Later, MGM was searching for an actor to replace Fernando Lamas in the 1953 movie Sombrero and gave the role to Jason, who was earlier released from Columbia Pictures. This led to Jason being cast in The Saracen Blade (1954) and This Is My Love (1954).

Although not top-billed, Jason occupied most of the screen time as the amorous driver in John Steinbeck's The Wayward Bus, which included several "torrid scenes" that pushed the bounds of the waning Production Code.

In 1956, Jason played the lead in The Fountain of Youth, a half-hour unsold television pilot written and directed by Orson Welles which won the Peabody Award in 1958. The pilot aired as an episode of the anthology series Colgate Theatre on September 16, 1958.

Soon after, Jason received offers for television series. He guest-starred on ABC's anthology series, The Pepsi-Cola Playhouse. In 1954, he played Joaquin Murietta, the notorious Mexican bandit of the California Gold Rush, in an episode of Jim Davis's syndicated western series Stories of the Century, the story of a railroad detective investigating crime in the American West. He appeared on the NBC interview program Here's Hollywood, in the Rawhide episodes "Incident of the Coyote Weed" and "Incident of the Valley in Shadow", and co-starred in 1969 in The Monk.

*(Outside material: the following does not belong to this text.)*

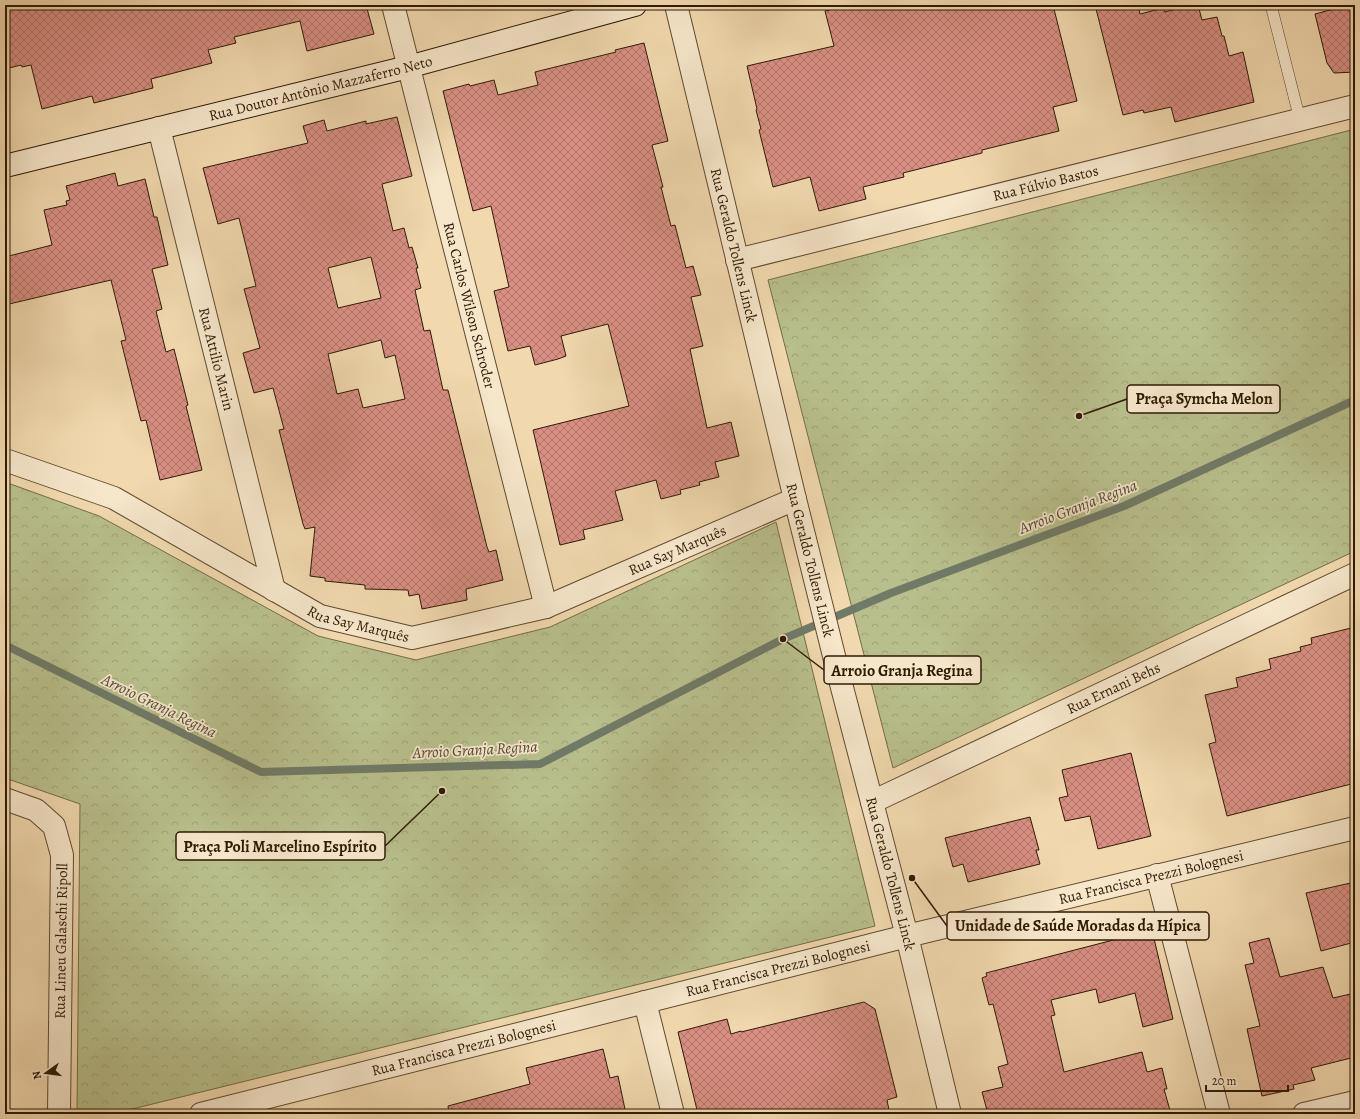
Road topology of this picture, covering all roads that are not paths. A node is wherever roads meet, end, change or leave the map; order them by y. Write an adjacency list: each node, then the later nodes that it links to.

In 1960, he starred as insurance investigator Robin Scott in The Case of the Dangerous Robin, a syndicated American television series that lasted only one season. It was not renewed due to Jason's health issues, including back problems. In 1962, he began starring in the television series Combat! as Platoon Leader 2nd Lt. Gil Hanley, probably his most memorable role. In this series he shared the starring role in an alternating episode rotation, with Vic Morrow as Sgt. Chip Saunders, though in many episodes they both appeared. The show was a hit that lasted for 152 episodes in five seasons.

After Combat!, Rick returned to stage acting. He made films in Japan and Israel, as well as films such as Color Me Dead (1969), The Day of the Wolves (1971), The Witch Who Came from the Sea (1976), Love and the Midnight Auto Supply (1977), Partners (1982) and Illegally Yours (1988). He also played Cornelius Vanderbilt in the 1989 miniseries Around the World in 80 Days. In 1973, he was a frequent character on The Young and the Restless. He was also a favorite voice for TV commercial narration in the 1960s.

==Retirement==
After retiring from screen appearances, Jason kept busy by doing voice-overs for commercials and wrote his autobiography, Scrapbooks of My Mind. In 2000, he attended a Combat! reunion in Las Vegas with fellow cast members.

==Personal life==
In his personal life, Jason enjoyed playing guitar, painting, sculpting, collecting wines, flying, hunting, photography, and breeding tropical fish.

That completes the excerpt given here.